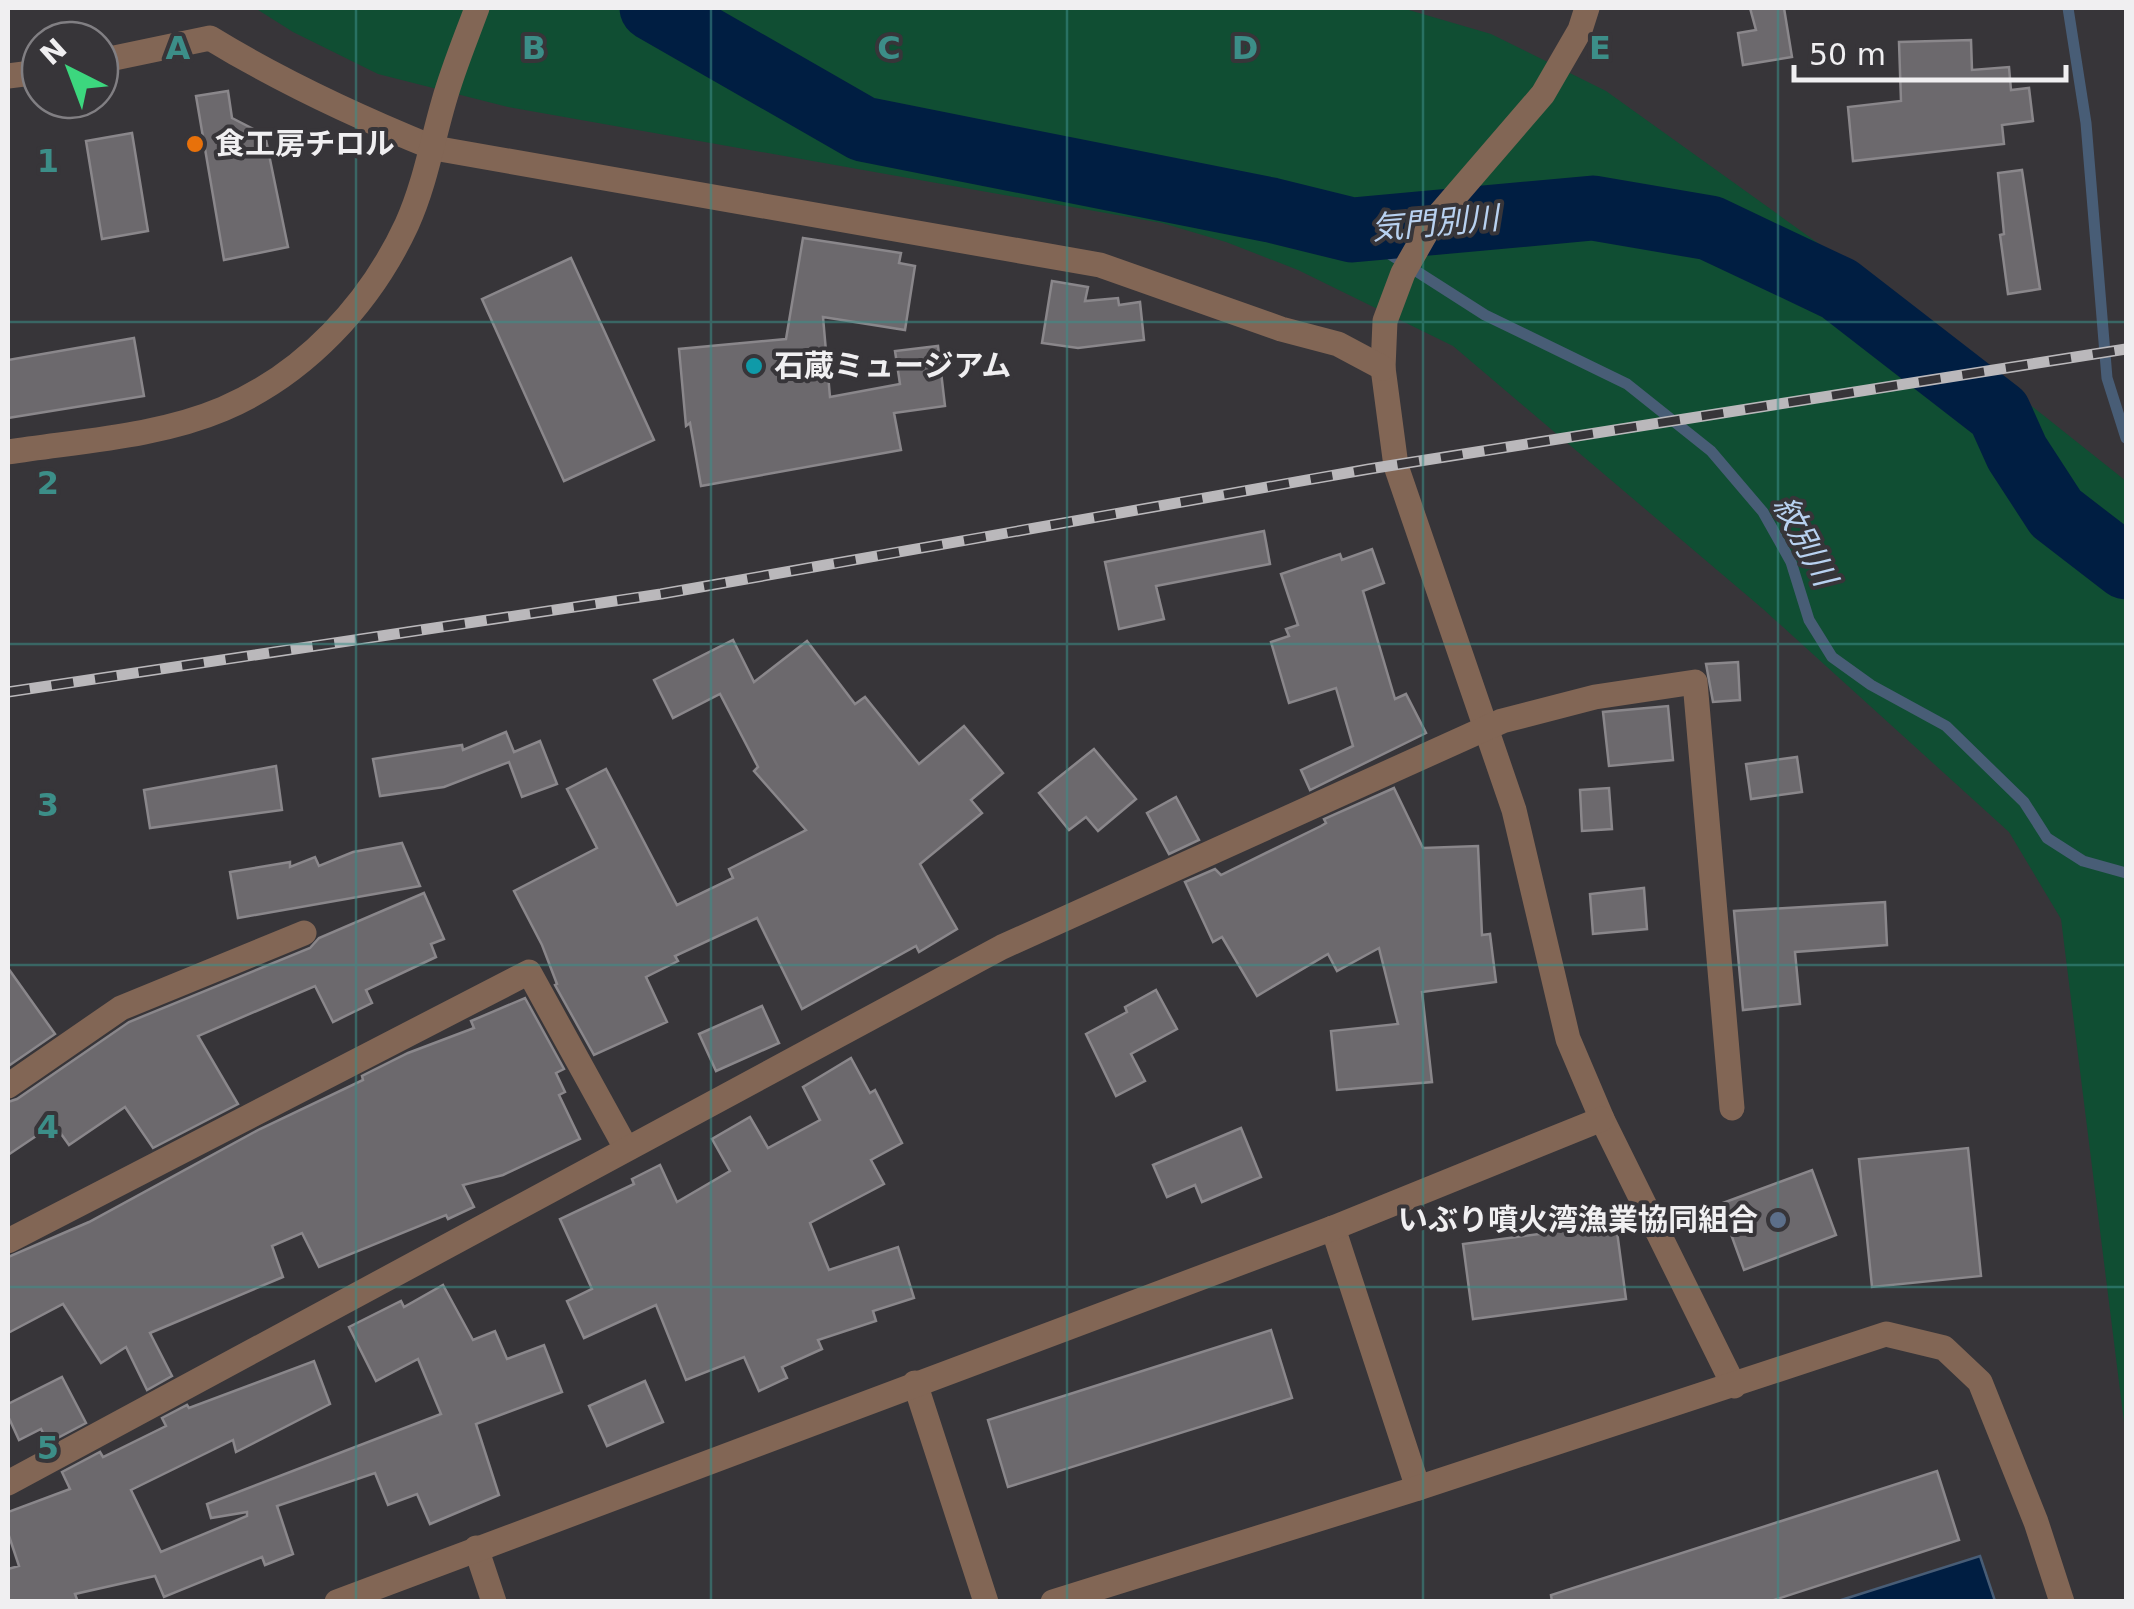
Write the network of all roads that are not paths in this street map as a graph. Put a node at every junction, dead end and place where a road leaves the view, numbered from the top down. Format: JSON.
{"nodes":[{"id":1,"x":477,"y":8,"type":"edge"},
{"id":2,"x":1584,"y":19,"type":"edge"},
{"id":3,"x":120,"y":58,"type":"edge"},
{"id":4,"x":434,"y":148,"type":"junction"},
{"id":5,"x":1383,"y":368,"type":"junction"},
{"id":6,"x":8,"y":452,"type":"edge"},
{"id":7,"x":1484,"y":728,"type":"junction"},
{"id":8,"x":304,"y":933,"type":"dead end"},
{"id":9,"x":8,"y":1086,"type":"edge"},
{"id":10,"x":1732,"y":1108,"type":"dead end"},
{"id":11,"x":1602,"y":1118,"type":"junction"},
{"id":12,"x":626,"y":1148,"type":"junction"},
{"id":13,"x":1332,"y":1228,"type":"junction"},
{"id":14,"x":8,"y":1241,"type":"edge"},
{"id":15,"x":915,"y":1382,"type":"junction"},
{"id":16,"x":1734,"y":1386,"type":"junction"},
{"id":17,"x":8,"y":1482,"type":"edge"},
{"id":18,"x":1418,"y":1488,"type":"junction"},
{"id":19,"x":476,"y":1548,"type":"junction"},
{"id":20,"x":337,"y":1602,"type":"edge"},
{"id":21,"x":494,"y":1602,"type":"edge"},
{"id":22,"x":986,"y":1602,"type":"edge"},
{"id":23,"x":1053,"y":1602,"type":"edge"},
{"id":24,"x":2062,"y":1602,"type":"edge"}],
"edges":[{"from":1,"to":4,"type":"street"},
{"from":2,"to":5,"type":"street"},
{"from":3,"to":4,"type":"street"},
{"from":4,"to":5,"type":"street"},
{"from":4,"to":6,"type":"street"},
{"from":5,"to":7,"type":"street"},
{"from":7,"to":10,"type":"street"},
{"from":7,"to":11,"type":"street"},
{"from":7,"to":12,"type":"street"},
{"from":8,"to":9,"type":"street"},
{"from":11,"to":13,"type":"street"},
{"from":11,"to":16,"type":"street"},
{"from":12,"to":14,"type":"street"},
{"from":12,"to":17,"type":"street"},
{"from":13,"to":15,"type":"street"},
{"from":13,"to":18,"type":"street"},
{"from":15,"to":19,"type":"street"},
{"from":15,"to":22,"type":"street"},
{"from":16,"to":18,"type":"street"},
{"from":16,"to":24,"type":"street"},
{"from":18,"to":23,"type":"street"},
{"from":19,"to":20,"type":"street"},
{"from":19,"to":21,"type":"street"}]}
--
_Requirement:_
Your task is to repeat the data above exactly while excluding the pictures.

_Task solution:_
Write the network of all roads that are not paths in this street map as a graph. Put a node at every junction, dead end and place where a road leaves the view, numbered from the top down. Format: JSON.
{"nodes":[{"id":1,"x":477,"y":8,"type":"edge"},
{"id":2,"x":1584,"y":19,"type":"edge"},
{"id":3,"x":120,"y":58,"type":"edge"},
{"id":4,"x":434,"y":148,"type":"junction"},
{"id":5,"x":1383,"y":368,"type":"junction"},
{"id":6,"x":8,"y":452,"type":"edge"},
{"id":7,"x":1484,"y":728,"type":"junction"},
{"id":8,"x":304,"y":933,"type":"dead end"},
{"id":9,"x":8,"y":1086,"type":"edge"},
{"id":10,"x":1732,"y":1108,"type":"dead end"},
{"id":11,"x":1602,"y":1118,"type":"junction"},
{"id":12,"x":626,"y":1148,"type":"junction"},
{"id":13,"x":1332,"y":1228,"type":"junction"},
{"id":14,"x":8,"y":1241,"type":"edge"},
{"id":15,"x":915,"y":1382,"type":"junction"},
{"id":16,"x":1734,"y":1386,"type":"junction"},
{"id":17,"x":8,"y":1482,"type":"edge"},
{"id":18,"x":1418,"y":1488,"type":"junction"},
{"id":19,"x":476,"y":1548,"type":"junction"},
{"id":20,"x":337,"y":1602,"type":"edge"},
{"id":21,"x":494,"y":1602,"type":"edge"},
{"id":22,"x":986,"y":1602,"type":"edge"},
{"id":23,"x":1053,"y":1602,"type":"edge"},
{"id":24,"x":2062,"y":1602,"type":"edge"}],
"edges":[{"from":1,"to":4,"type":"street"},
{"from":2,"to":5,"type":"street"},
{"from":3,"to":4,"type":"street"},
{"from":4,"to":5,"type":"street"},
{"from":4,"to":6,"type":"street"},
{"from":5,"to":7,"type":"street"},
{"from":7,"to":10,"type":"street"},
{"from":7,"to":11,"type":"street"},
{"from":7,"to":12,"type":"street"},
{"from":8,"to":9,"type":"street"},
{"from":11,"to":13,"type":"street"},
{"from":11,"to":16,"type":"street"},
{"from":12,"to":14,"type":"street"},
{"from":12,"to":17,"type":"street"},
{"from":13,"to":15,"type":"street"},
{"from":13,"to":18,"type":"street"},
{"from":15,"to":19,"type":"street"},
{"from":15,"to":22,"type":"street"},
{"from":16,"to":18,"type":"street"},
{"from":16,"to":24,"type":"street"},
{"from":18,"to":23,"type":"street"},
{"from":19,"to":20,"type":"street"},
{"from":19,"to":21,"type":"street"}]}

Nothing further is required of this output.